How to complete this task:
Your answer must be an exact copy of the entries below, with no pictures in it.

Exercise data:
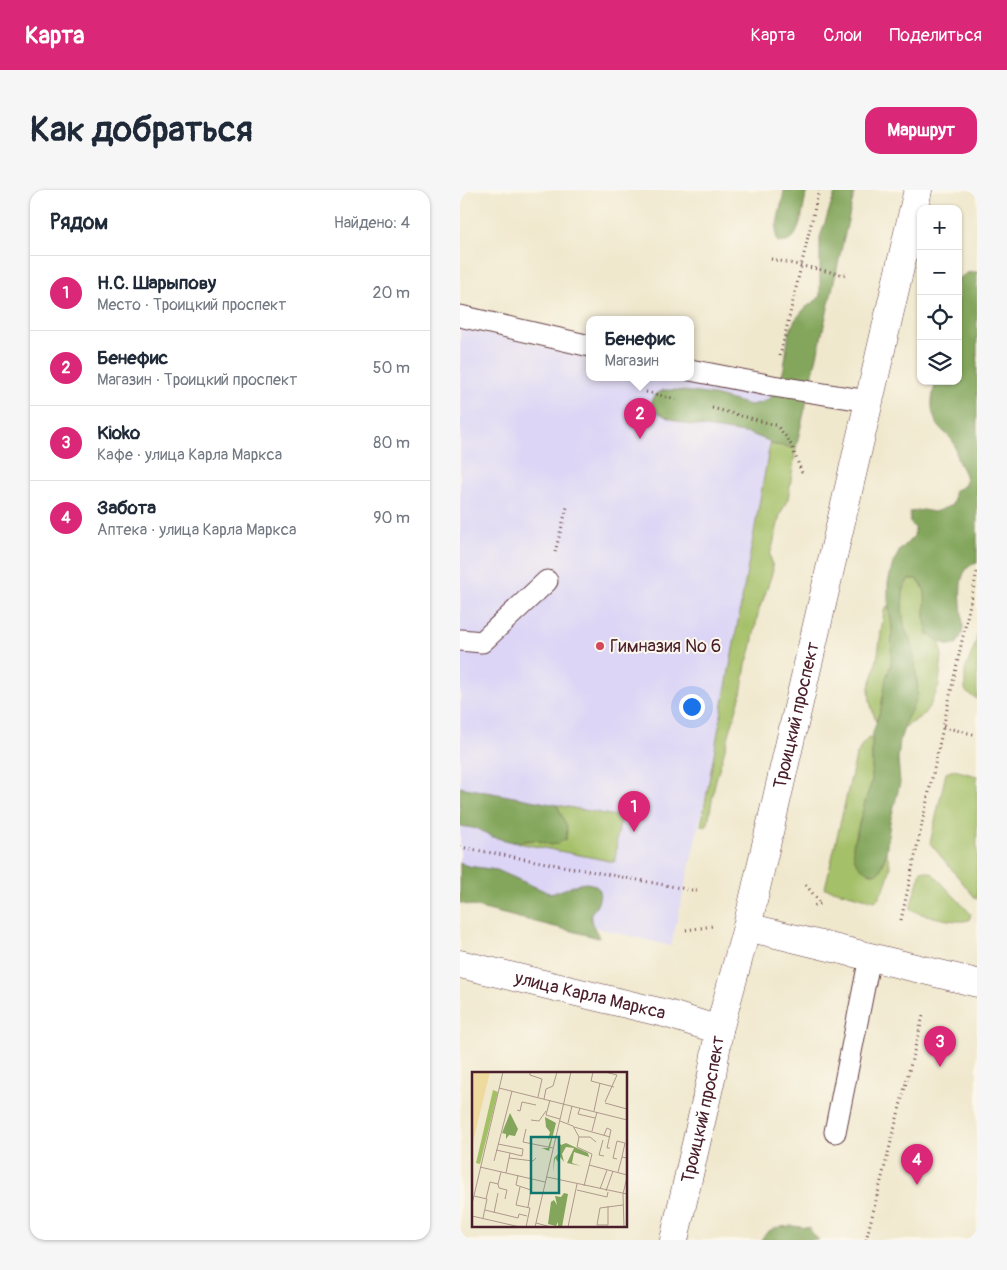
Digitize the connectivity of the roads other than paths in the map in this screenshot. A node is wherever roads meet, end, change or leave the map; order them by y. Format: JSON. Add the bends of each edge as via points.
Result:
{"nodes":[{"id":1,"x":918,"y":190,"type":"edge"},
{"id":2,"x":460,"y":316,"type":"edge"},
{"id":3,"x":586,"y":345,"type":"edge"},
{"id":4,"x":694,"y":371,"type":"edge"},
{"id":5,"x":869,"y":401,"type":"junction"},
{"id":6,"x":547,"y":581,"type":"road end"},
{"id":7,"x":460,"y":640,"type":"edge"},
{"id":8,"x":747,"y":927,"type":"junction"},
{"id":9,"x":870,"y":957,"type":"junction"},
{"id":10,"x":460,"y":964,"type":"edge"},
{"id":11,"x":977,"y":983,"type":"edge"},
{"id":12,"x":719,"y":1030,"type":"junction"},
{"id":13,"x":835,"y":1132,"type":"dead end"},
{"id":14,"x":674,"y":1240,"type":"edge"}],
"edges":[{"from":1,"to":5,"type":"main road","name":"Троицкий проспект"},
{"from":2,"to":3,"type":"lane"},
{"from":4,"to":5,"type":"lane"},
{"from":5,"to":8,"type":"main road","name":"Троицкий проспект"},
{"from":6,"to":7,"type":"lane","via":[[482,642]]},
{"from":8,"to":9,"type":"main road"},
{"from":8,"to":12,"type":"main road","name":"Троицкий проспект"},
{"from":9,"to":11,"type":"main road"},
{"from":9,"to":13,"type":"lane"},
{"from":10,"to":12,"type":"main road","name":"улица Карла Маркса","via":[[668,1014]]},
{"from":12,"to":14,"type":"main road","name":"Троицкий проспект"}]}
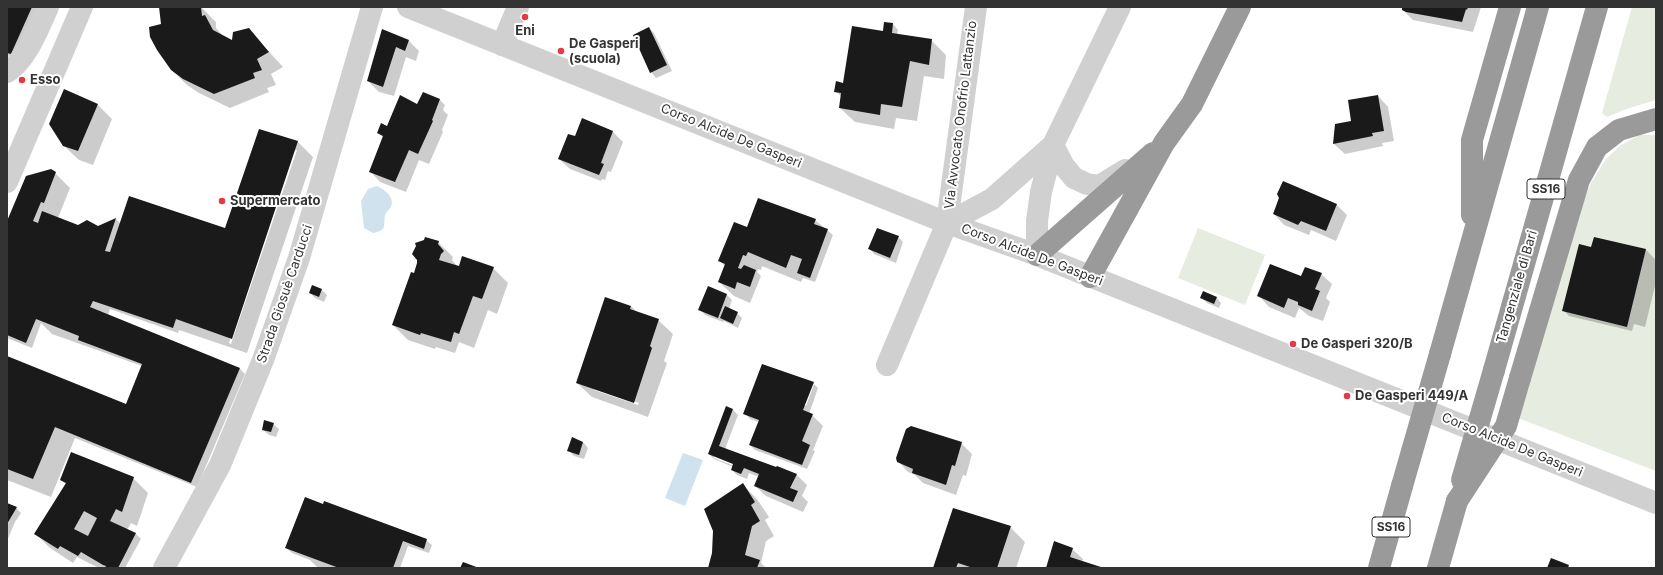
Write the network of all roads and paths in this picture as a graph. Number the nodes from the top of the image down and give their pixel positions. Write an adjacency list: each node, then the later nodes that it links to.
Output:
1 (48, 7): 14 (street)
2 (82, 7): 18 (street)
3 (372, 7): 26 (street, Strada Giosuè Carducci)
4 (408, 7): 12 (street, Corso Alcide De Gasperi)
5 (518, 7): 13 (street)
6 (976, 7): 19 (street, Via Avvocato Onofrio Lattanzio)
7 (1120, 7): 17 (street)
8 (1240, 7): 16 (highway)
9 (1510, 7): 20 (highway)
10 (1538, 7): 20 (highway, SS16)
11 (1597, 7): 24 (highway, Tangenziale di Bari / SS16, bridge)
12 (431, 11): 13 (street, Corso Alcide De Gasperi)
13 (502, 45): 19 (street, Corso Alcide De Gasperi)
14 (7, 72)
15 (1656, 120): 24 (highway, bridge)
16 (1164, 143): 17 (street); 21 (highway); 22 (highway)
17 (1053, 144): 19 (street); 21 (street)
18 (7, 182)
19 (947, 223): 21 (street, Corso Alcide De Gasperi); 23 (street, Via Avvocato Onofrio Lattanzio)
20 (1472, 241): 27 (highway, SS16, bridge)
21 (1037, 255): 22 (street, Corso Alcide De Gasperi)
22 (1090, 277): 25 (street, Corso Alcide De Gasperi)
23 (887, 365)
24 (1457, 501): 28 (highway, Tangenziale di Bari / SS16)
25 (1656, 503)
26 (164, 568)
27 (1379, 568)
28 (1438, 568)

Your solution:
Digitize the connectivity of the roads other than paths in the map in this screenshot. A node is wherever roads meet, end, change or leave the map; order them by y. Format: JSON. Add the bends of each edge as via points.
Result:
{"nodes":[{"id":1,"x":918,"y":190,"type":"edge"},
{"id":2,"x":460,"y":316,"type":"edge"},
{"id":3,"x":586,"y":345,"type":"edge"},
{"id":4,"x":694,"y":371,"type":"edge"},
{"id":5,"x":869,"y":401,"type":"junction"},
{"id":6,"x":547,"y":581,"type":"road end"},
{"id":7,"x":460,"y":640,"type":"edge"},
{"id":8,"x":747,"y":927,"type":"junction"},
{"id":9,"x":870,"y":957,"type":"junction"},
{"id":10,"x":460,"y":964,"type":"edge"},
{"id":11,"x":977,"y":983,"type":"edge"},
{"id":12,"x":719,"y":1030,"type":"junction"},
{"id":13,"x":835,"y":1132,"type":"dead end"},
{"id":14,"x":674,"y":1240,"type":"edge"}],
"edges":[{"from":1,"to":5,"type":"main road","name":"Троицкий проспект"},
{"from":2,"to":3,"type":"lane"},
{"from":4,"to":5,"type":"lane"},
{"from":5,"to":8,"type":"main road","name":"Троицкий проспект"},
{"from":6,"to":7,"type":"lane","via":[[482,642]]},
{"from":8,"to":9,"type":"main road"},
{"from":8,"to":12,"type":"main road","name":"Троицкий проспект"},
{"from":9,"to":11,"type":"main road"},
{"from":9,"to":13,"type":"lane"},
{"from":10,"to":12,"type":"main road","name":"улица Карла Маркса","via":[[668,1014]]},
{"from":12,"to":14,"type":"main road","name":"Троицкий проспект"}]}
Write the network of all roads and paths in this picture as a graph. Number the nodes from the top of the image down and give their pixel positions. Write an adjacency list: each node, then the later nodes that it links to.
Output:
1 (48, 7): 14 (street)
2 (82, 7): 18 (street)
3 (372, 7): 26 (street, Strada Giosuè Carducci)
4 (408, 7): 12 (street, Corso Alcide De Gasperi)
5 (518, 7): 13 (street)
6 (976, 7): 19 (street, Via Avvocato Onofrio Lattanzio)
7 (1120, 7): 17 (street)
8 (1240, 7): 16 (highway)
9 (1510, 7): 20 (highway)
10 (1538, 7): 20 (highway, SS16)
11 (1597, 7): 24 (highway, Tangenziale di Bari / SS16, bridge)
12 (431, 11): 13 (street, Corso Alcide De Gasperi)
13 (502, 45): 19 (street, Corso Alcide De Gasperi)
14 (7, 72)
15 (1656, 120): 24 (highway, bridge)
16 (1164, 143): 17 (street); 21 (highway); 22 (highway)
17 (1053, 144): 19 (street); 21 (street)
18 (7, 182)
19 (947, 223): 21 (street, Corso Alcide De Gasperi); 23 (street, Via Avvocato Onofrio Lattanzio)
20 (1472, 241): 27 (highway, SS16, bridge)
21 (1037, 255): 22 (street, Corso Alcide De Gasperi)
22 (1090, 277): 25 (street, Corso Alcide De Gasperi)
23 (887, 365)
24 (1457, 501): 28 (highway, Tangenziale di Bari / SS16)
25 (1656, 503)
26 (164, 568)
27 (1379, 568)
28 (1438, 568)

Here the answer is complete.